[WHAT YOU ARE ASKED TO DO] Where in the records does the word "Lytham" appear? Copy each line that holds it.
......
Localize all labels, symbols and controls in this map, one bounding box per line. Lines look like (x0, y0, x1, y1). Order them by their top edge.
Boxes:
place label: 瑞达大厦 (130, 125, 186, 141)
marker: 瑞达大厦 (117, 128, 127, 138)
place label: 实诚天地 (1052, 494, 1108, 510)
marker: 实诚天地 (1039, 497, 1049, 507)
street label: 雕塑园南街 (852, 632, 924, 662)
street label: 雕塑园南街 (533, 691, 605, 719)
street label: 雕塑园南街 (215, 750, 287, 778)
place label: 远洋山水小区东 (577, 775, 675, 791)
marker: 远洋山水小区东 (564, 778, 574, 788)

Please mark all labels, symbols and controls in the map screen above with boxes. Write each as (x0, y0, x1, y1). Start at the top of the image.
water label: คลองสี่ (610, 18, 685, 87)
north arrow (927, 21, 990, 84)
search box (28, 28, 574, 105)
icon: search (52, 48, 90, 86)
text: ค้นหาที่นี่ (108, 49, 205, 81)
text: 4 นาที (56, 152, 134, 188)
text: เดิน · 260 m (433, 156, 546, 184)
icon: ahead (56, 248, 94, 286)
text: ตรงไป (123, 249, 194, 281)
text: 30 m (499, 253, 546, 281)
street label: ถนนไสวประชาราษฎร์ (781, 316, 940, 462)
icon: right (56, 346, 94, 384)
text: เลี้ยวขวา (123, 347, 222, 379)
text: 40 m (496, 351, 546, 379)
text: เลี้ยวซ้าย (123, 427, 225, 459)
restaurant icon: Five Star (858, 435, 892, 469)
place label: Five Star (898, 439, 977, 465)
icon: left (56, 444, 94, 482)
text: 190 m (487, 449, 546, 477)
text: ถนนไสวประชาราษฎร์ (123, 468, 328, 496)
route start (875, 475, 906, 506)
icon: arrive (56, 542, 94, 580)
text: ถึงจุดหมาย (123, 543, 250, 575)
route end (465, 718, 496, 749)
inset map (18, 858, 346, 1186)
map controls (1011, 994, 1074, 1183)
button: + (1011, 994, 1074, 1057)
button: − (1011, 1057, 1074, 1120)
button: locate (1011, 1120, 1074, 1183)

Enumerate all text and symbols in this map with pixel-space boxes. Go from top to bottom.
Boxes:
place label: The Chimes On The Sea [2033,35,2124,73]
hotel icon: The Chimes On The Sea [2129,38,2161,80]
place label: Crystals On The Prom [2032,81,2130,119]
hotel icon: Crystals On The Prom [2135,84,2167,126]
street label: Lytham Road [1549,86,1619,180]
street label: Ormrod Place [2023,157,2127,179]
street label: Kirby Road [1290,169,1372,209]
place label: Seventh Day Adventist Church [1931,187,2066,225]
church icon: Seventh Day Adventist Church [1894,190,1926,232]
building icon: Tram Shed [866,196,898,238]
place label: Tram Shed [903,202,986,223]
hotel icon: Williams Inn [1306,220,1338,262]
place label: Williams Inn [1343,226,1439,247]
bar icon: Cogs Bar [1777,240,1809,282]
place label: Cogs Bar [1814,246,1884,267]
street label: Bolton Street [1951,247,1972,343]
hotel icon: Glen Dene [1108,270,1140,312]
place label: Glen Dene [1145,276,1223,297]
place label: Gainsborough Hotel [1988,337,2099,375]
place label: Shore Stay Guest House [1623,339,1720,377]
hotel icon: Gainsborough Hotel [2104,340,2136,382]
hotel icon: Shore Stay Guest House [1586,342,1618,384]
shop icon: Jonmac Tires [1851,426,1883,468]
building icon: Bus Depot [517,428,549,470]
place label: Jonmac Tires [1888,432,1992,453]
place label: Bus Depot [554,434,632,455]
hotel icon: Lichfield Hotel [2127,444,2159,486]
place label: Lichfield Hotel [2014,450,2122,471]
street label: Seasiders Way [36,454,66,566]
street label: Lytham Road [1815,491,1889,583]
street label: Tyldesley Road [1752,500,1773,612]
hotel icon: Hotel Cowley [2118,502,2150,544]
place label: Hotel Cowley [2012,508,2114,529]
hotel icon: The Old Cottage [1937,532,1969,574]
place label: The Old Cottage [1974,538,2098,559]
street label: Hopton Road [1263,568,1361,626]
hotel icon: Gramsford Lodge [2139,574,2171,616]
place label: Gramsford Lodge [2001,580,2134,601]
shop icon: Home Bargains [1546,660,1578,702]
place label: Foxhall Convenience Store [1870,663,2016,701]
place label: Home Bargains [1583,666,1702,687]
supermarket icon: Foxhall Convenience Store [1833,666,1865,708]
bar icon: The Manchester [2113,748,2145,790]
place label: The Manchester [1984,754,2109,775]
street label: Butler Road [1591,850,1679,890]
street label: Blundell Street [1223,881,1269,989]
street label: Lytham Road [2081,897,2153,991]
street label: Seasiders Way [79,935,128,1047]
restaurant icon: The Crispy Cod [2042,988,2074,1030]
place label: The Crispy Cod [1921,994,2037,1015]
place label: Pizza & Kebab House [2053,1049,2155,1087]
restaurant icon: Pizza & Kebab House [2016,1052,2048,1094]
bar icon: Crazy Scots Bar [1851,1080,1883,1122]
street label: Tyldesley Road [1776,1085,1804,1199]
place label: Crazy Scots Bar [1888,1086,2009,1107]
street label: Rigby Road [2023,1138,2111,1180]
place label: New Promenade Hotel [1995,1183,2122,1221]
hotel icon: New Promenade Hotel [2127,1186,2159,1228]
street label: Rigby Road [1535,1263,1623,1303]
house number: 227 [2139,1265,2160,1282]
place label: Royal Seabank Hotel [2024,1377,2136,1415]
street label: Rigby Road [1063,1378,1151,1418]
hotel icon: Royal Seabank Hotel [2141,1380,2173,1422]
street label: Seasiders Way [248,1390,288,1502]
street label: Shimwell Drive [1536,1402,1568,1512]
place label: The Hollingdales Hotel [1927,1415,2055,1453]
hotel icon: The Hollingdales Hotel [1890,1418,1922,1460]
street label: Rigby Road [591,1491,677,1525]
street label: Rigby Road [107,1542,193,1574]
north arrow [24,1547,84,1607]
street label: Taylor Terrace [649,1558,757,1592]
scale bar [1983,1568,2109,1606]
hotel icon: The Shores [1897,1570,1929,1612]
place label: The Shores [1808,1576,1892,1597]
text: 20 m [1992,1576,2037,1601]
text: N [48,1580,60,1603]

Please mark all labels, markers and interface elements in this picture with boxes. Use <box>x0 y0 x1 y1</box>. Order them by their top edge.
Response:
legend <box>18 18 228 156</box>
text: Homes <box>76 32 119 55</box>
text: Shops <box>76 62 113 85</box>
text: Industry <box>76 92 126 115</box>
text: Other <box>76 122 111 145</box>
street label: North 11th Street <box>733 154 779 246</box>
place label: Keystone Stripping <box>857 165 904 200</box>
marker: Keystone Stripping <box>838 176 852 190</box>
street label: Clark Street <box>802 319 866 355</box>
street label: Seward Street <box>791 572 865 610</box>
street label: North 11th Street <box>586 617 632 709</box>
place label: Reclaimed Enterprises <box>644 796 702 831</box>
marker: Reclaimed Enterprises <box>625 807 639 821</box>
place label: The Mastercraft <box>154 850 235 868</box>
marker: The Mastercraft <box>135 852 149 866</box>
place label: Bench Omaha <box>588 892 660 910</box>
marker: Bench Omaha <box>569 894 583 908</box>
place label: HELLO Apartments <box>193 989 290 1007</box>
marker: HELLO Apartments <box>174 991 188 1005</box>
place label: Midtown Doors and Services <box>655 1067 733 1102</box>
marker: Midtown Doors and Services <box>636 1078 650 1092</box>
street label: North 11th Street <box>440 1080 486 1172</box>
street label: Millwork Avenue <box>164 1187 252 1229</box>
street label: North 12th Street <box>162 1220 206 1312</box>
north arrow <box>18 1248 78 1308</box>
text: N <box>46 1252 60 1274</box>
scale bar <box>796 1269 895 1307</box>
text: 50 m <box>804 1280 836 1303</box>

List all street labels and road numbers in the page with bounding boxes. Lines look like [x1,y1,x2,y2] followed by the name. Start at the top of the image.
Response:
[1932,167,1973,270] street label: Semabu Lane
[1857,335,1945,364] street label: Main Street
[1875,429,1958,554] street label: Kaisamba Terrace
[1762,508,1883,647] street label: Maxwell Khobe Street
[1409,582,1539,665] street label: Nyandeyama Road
......
[TASK RESULT]
street label: Lytham Road [1549,86,1619,180]
street label: Lytham Road [1815,491,1889,583]
street label: Lytham Road [2081,897,2153,991]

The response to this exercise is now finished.